Problem details: This task calls for every entry below to be repeated exactly, without the pictures.

[Saved entries]
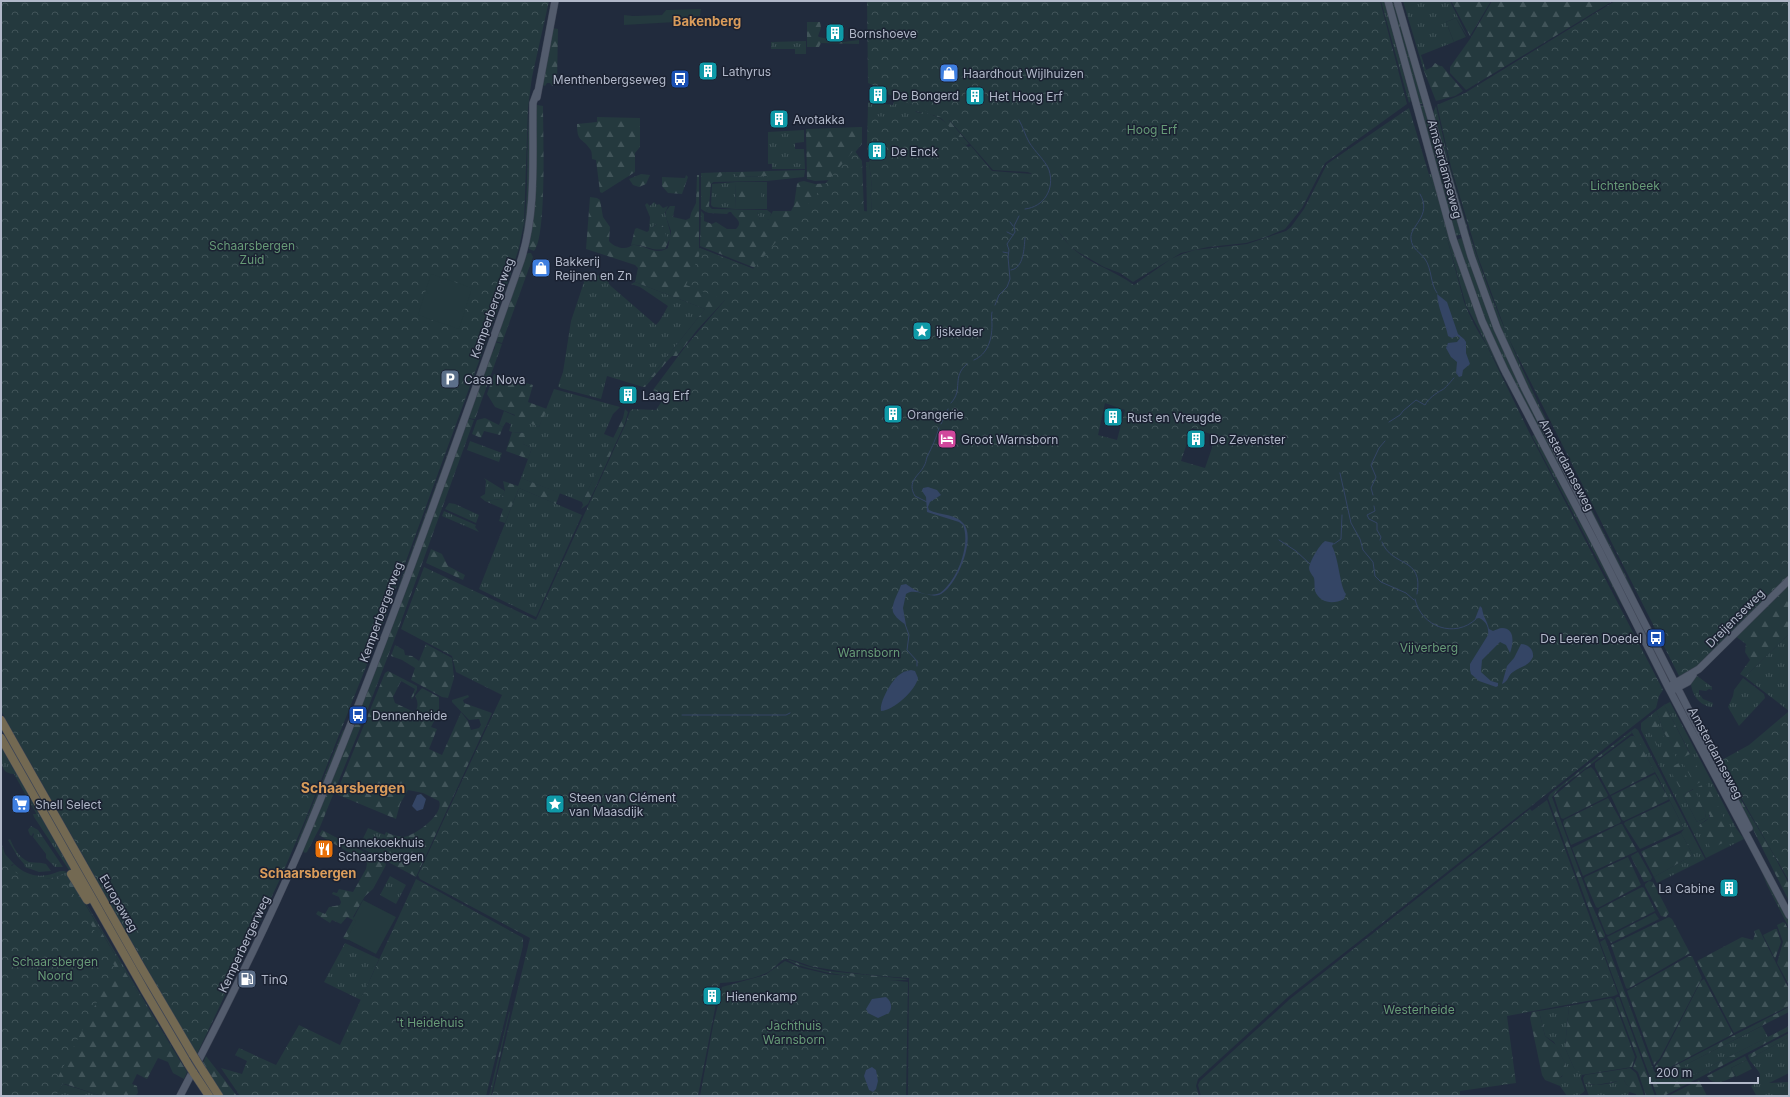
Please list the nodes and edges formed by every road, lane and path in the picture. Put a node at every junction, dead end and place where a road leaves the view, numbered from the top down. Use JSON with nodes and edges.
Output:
{"nodes":[{"id":1,"x":555,"y":1,"type":"edge"},
{"id":2,"x":1388,"y":1,"type":"edge"},
{"id":3,"x":1397,"y":1,"type":"edge"},
{"id":4,"x":1789,"y":580,"type":"edge"},
{"id":5,"x":1673,"y":688,"type":"junction"},
{"id":6,"x":1,"y":720,"type":"edge"},
{"id":7,"x":1,"y":738,"type":"edge"},
{"id":8,"x":70,"y":874,"type":"dead end"},
{"id":9,"x":1789,"y":905,"type":"edge"},
{"id":10,"x":1789,"y":915,"type":"edge"},
{"id":11,"x":145,"y":991,"type":"junction"},
{"id":12,"x":180,"y":1096,"type":"edge"},
{"id":13,"x":209,"y":1096,"type":"edge"},
{"id":14,"x":219,"y":1096,"type":"edge"}],
"edges":[{"from":1,"to":12,"type":"main road","name":"Kemperbergerweg"},
{"from":2,"to":5,"type":"main road","name":"Amsterdamseweg"},
{"from":3,"to":5,"type":"main road","name":"Amsterdamseweg"},
{"from":4,"to":5,"type":"main road","name":"Dreijenseweg"},
{"from":5,"to":9,"type":"main road","name":"Amsterdamseweg"},
{"from":5,"to":10,"type":"main road","name":"Amsterdamseweg"},
{"from":6,"to":14,"type":"highway","name":"Europaweg","bridge":true},
{"from":7,"to":11,"type":"highway","name":"Europaweg"},
{"from":8,"to":11,"type":"highway"},
{"from":11,"to":13,"type":"highway","name":"Europaweg","bridge":true}]}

Result:
Please list the nodes and edges formed by every road, lane and path in the picture. Put a node at every junction, dead end and place where a road leaves the view, numbered from the top down. Use JSON with nodes and edges.
Output:
{"nodes":[{"id":1,"x":555,"y":1,"type":"edge"},
{"id":2,"x":1388,"y":1,"type":"edge"},
{"id":3,"x":1397,"y":1,"type":"edge"},
{"id":4,"x":1789,"y":580,"type":"edge"},
{"id":5,"x":1673,"y":688,"type":"junction"},
{"id":6,"x":1,"y":720,"type":"edge"},
{"id":7,"x":1,"y":738,"type":"edge"},
{"id":8,"x":70,"y":874,"type":"dead end"},
{"id":9,"x":1789,"y":905,"type":"edge"},
{"id":10,"x":1789,"y":915,"type":"edge"},
{"id":11,"x":145,"y":991,"type":"junction"},
{"id":12,"x":180,"y":1096,"type":"edge"},
{"id":13,"x":209,"y":1096,"type":"edge"},
{"id":14,"x":219,"y":1096,"type":"edge"}],
"edges":[{"from":1,"to":12,"type":"main road","name":"Kemperbergerweg"},
{"from":2,"to":5,"type":"main road","name":"Amsterdamseweg"},
{"from":3,"to":5,"type":"main road","name":"Amsterdamseweg"},
{"from":4,"to":5,"type":"main road","name":"Dreijenseweg"},
{"from":5,"to":9,"type":"main road","name":"Amsterdamseweg"},
{"from":5,"to":10,"type":"main road","name":"Amsterdamseweg"},
{"from":6,"to":14,"type":"highway","name":"Europaweg","bridge":true},
{"from":7,"to":11,"type":"highway","name":"Europaweg"},
{"from":8,"to":11,"type":"highway"},
{"from":11,"to":13,"type":"highway","name":"Europaweg","bridge":true}]}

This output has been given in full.